Il y a bien longtemps que je ne m’étais plus autant amusé en lisant un bouquin… On réalise à quel point la « littérature française » s’enlise quelquefois dans une sorte de sinistrose – en versant dans le pathétique, le pseudo-tragique, le complaisamment sordide, le faussement réaliste, etc etc etc… Or que voilà subitement un texte à la fois décapant et bien écrit, avec un style digne de euh… de chez Gallimard. Mais le ton est fantasque et un peu érotique, digne des éditions de la Musardine. On se prend au jeu, et c’est seulement en refermant que la couverture gris pâle et tristounette nous rappelle enfin que l’éditeur est un français, et pas des moindres. Car s’il est une tradition bien ancrée ici, c’est d’enrober de couvertures les plus hideuses possibles… Une façon sans doute d’affirmer que l’essentiel est dans les mots… Certes, mais quand les mots sont à l’instar de l’emballage… Quid ?
Nous voici dans le village de Neuville, où un généreux légataire américain, se souvenant de ses origines, a décidé de faire un cadeau d’envergure : un cimetière grandiose ! C’est une façon pour lui de convier les habitants à le rejoindre dans l’au-delà… Ce legs va bouleverser la vie du petit village, qui n’avait plus rien connu de remarquable depuis des siècles. Les traditions sont bien ancrées. L’esprit est resté un peu moyenâgeux…. Très rapidement, le chantier se met en place.. Et voilà que bientôt de somptueux tombeaux sont aménagés… Si beaux que certains habitants décident d’y élire domicile. En effet, on y trouve tout le confort moderne, électricité, sanitaires…
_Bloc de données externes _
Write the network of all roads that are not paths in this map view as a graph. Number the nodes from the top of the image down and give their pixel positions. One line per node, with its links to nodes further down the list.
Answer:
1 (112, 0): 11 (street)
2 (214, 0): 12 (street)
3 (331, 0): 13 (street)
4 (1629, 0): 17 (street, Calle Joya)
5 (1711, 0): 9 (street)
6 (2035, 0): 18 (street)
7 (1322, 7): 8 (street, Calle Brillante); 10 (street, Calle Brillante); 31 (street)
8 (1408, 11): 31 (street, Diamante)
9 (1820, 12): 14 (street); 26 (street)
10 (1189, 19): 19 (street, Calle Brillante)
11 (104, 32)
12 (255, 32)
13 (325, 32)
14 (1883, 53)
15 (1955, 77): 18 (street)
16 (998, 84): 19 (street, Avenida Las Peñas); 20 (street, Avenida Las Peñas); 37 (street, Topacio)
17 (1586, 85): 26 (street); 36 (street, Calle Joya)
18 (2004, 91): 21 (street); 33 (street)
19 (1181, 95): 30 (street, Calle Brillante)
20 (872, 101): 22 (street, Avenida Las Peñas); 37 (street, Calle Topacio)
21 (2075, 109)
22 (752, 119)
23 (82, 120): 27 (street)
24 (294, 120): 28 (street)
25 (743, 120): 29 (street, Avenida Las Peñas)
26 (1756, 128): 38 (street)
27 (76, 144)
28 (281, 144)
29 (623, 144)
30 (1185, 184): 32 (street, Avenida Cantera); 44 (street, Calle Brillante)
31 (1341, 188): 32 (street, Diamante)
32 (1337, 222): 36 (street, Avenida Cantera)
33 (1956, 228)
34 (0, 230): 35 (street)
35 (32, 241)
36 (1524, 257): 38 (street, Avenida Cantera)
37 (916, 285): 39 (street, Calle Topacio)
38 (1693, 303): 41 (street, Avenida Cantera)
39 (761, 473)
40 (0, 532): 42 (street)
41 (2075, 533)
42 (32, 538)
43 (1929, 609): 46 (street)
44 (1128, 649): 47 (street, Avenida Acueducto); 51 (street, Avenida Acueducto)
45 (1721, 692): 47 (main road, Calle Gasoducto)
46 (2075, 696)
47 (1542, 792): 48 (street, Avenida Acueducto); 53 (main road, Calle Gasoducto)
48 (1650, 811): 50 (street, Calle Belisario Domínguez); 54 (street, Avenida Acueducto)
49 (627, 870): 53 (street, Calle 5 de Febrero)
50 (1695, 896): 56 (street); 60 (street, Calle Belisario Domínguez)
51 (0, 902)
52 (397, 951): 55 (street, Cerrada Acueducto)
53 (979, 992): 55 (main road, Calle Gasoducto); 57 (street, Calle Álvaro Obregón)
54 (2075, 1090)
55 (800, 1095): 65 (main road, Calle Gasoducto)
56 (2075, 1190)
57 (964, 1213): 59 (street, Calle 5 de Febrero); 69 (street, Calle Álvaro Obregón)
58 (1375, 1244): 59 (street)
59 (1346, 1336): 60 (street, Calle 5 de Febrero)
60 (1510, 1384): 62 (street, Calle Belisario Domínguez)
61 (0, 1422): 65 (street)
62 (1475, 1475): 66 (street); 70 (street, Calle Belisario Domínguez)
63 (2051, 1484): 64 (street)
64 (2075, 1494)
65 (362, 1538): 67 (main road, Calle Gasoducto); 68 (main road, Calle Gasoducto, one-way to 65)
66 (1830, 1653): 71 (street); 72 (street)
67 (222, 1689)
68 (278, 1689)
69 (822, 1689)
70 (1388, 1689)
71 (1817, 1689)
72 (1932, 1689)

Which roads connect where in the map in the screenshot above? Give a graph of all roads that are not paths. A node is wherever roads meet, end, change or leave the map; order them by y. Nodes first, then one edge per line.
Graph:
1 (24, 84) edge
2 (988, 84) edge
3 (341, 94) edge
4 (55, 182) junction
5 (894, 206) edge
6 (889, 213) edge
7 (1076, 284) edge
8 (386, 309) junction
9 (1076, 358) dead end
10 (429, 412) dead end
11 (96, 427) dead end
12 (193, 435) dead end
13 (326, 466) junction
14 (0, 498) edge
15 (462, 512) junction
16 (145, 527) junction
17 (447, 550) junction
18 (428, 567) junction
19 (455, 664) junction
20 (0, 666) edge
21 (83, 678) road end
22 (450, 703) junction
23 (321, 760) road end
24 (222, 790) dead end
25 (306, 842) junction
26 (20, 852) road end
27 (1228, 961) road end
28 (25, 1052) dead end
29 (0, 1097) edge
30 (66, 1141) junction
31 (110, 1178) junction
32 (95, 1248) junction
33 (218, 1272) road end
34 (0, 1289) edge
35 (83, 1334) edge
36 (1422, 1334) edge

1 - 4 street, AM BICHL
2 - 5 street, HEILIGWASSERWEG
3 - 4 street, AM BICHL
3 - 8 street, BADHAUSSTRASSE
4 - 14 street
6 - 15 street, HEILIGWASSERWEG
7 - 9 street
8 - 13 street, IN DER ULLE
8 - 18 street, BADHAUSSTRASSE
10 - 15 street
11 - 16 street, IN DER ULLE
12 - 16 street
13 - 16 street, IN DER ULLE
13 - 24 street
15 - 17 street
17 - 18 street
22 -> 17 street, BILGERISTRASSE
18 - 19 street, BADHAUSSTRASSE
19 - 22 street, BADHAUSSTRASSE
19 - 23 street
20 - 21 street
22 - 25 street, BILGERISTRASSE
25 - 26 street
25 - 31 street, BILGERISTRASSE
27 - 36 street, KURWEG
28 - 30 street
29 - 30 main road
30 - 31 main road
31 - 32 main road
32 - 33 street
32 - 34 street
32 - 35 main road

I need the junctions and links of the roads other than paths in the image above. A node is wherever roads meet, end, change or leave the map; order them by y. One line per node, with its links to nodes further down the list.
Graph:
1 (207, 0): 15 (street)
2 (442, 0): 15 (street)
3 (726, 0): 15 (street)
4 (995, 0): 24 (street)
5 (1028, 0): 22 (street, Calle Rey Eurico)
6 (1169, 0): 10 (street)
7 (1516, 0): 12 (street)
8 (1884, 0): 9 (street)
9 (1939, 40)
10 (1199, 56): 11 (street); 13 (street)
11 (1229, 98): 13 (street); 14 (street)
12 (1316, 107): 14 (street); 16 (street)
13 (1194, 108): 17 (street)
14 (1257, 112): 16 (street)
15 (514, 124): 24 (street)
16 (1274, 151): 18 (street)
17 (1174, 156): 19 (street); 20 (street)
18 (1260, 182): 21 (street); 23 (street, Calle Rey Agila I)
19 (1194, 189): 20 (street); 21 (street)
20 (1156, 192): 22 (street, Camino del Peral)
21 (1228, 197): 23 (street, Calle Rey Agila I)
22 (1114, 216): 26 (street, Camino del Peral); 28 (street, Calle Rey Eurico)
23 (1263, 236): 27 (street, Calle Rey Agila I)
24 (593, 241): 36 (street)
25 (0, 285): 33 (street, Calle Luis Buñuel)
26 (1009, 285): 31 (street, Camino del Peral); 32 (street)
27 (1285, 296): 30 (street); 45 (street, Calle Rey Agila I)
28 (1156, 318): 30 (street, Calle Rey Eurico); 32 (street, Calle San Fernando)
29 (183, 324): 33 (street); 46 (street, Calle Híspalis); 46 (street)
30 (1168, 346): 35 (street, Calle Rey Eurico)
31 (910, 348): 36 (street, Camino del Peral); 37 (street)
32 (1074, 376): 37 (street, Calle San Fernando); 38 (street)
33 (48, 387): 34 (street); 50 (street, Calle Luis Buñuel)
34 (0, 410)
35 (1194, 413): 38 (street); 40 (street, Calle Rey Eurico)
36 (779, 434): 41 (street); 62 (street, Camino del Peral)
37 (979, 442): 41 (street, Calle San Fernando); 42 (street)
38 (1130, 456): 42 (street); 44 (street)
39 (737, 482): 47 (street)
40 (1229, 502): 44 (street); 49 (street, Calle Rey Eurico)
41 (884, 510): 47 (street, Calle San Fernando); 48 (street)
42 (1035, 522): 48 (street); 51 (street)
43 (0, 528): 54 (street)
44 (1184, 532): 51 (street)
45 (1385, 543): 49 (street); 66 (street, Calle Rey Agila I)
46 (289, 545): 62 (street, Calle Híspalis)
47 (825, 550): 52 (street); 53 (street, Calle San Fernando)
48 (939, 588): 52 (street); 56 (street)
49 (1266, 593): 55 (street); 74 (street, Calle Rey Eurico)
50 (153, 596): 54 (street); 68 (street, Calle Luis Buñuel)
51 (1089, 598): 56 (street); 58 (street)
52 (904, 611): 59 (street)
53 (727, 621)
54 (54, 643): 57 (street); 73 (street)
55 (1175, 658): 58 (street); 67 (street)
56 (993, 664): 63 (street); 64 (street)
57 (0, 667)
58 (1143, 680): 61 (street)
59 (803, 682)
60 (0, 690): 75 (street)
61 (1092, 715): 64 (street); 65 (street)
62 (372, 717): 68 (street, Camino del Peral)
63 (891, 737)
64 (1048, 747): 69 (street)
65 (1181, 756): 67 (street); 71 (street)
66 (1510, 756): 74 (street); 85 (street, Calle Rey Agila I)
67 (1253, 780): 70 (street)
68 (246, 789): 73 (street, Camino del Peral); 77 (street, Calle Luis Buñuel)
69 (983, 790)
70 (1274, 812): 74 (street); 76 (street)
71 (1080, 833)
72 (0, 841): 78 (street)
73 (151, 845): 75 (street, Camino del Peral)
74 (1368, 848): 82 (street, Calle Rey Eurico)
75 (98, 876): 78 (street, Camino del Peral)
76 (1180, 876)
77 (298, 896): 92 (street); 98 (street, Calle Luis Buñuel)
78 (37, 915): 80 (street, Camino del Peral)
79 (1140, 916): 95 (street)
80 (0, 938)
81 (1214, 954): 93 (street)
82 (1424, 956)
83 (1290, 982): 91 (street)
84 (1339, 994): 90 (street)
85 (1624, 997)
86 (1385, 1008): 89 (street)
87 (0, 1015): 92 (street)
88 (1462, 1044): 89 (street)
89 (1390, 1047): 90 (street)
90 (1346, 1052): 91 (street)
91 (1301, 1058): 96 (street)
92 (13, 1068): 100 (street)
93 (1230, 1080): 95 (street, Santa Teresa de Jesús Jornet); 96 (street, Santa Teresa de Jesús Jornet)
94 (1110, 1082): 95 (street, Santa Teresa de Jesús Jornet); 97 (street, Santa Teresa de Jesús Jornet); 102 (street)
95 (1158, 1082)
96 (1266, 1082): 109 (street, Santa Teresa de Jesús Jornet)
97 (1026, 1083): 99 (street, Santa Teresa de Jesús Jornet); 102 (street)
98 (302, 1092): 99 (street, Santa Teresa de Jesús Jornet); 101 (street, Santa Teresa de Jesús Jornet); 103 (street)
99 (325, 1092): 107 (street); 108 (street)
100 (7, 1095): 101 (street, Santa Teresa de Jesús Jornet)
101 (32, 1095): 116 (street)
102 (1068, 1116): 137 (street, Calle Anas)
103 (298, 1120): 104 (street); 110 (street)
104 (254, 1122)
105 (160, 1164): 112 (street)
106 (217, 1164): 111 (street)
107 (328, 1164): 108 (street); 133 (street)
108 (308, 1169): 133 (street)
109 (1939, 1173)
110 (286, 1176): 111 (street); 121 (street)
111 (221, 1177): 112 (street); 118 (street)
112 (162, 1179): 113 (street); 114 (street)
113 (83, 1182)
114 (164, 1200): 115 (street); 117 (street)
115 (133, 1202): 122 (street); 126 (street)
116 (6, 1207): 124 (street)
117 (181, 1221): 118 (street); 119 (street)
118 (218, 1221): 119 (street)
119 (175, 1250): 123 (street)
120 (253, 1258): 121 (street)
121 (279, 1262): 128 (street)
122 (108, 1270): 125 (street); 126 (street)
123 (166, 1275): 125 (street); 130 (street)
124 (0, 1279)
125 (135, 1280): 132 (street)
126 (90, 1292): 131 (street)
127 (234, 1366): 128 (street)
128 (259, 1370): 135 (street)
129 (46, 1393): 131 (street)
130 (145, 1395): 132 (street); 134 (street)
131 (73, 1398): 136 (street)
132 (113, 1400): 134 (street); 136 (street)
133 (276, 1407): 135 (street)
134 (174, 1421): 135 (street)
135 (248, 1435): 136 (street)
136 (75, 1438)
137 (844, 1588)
Nous faisons connaissance avec des personnages hauts en couleurs… Il y a la jeune Monique, qui couche avec son père, chose normale dans la famille, quoique… Elle rêve d’épouser Buh. Il y a le René Vendrèche, maire par intérim, qui rêve de trousser une journaliste, laquelle n’a pour ambition que de réaliser un reportage sur ce lieu devenu mythique ! Pour arriver à ses fins, René devra convaincre ses concitoyens…
Dans une écriture à la fois concise et agréable, l’auteur nous mène dans cette petite folie littéraire pas comme les autres. C’est à la fois bien écrit, sur un ton truculent, ironique, jamais lassant. Le seul regret c’est que la fin arrive trop vite. Ce roman est en quelque sorte un prélude de ce qu’il aurait pu être. Le lecteur attendra peut-être un développement, qui ne vient pas. Le texte poursuit sur un même mode, qui consiste à passer en revue les manies des habitants à la grosse loupe… Mais avec quel brio ! Décapant, distrayant, voici un roman que je conseille à ceux qui aiment la belle écriture mais pas trop sérieuse ! Un amalgame que l’auteur réussit fort bien…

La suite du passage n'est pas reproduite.